Supplied data ▸

=== Begin Enclosure ===

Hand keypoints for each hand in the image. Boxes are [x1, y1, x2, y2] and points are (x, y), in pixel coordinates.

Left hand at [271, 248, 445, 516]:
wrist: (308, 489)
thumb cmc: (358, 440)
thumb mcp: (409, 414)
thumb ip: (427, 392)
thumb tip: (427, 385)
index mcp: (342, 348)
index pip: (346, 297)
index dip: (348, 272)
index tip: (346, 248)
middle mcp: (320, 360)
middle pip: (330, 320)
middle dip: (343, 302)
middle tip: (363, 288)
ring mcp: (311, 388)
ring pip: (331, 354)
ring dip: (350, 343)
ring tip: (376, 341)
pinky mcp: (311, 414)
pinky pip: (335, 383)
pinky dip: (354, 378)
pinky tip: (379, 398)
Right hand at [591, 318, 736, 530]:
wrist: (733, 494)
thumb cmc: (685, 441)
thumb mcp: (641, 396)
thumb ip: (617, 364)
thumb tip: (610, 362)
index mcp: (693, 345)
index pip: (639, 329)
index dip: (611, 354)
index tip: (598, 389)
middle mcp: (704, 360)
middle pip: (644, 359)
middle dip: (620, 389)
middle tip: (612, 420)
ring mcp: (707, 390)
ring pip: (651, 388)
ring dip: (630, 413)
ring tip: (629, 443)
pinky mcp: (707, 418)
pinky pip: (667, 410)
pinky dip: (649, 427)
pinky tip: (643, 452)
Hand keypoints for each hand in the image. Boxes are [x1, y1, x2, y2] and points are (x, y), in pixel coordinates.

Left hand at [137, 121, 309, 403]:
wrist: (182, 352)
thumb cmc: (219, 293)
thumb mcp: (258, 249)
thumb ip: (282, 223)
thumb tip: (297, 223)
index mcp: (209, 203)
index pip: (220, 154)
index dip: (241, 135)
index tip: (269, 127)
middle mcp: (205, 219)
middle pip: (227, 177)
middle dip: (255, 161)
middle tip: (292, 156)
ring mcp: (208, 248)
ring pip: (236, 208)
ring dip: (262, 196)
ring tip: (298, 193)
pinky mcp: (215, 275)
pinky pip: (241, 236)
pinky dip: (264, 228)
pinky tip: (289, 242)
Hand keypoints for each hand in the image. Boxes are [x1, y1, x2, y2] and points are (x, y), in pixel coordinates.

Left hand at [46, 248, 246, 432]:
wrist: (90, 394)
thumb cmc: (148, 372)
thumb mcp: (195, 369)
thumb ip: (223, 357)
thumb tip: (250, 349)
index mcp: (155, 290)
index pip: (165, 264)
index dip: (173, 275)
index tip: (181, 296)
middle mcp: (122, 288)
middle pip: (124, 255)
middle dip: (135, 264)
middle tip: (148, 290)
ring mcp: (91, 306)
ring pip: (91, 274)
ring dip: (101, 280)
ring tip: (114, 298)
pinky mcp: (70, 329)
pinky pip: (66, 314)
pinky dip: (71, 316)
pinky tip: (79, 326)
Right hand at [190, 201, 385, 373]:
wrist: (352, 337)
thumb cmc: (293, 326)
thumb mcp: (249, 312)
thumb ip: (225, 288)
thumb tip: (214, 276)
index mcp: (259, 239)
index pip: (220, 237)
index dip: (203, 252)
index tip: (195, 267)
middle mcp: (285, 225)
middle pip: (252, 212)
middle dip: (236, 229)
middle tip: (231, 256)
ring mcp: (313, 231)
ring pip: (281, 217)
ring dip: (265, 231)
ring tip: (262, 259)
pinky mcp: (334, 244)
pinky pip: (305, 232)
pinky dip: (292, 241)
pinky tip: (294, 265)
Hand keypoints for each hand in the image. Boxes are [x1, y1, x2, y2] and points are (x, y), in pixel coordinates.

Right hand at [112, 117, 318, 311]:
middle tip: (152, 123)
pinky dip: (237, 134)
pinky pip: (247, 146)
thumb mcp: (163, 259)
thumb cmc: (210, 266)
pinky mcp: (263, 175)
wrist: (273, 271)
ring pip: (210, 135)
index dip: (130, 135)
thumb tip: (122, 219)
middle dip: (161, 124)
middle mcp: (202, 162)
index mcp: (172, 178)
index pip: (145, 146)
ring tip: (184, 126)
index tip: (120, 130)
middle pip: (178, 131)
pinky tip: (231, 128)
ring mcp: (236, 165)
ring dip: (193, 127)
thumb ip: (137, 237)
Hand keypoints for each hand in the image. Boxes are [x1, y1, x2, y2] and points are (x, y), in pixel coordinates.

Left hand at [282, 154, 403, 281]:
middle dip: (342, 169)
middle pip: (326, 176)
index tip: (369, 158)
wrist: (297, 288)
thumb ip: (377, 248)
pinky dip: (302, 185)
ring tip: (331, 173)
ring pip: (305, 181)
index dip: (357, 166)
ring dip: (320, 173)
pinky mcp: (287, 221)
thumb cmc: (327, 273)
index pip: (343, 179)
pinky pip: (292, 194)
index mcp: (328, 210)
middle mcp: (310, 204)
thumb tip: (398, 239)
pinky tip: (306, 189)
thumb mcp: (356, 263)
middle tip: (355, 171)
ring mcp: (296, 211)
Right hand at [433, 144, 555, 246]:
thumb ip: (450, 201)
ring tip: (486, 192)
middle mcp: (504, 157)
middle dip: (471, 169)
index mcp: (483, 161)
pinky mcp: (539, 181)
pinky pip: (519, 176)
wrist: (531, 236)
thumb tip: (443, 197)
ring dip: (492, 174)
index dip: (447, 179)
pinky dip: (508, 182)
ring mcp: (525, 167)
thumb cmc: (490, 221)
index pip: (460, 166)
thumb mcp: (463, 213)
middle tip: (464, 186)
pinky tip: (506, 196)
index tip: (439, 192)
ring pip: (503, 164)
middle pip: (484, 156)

=== End Enclosure ===

Task brief ▸
Each line in the material with "Right" in it must be reported.

Solution below ▸
Right hand at [591, 318, 736, 530]:
Right hand at [190, 201, 385, 373]:
Right hand at [112, 117, 318, 311]:
Right hand at [433, 144, 555, 246]:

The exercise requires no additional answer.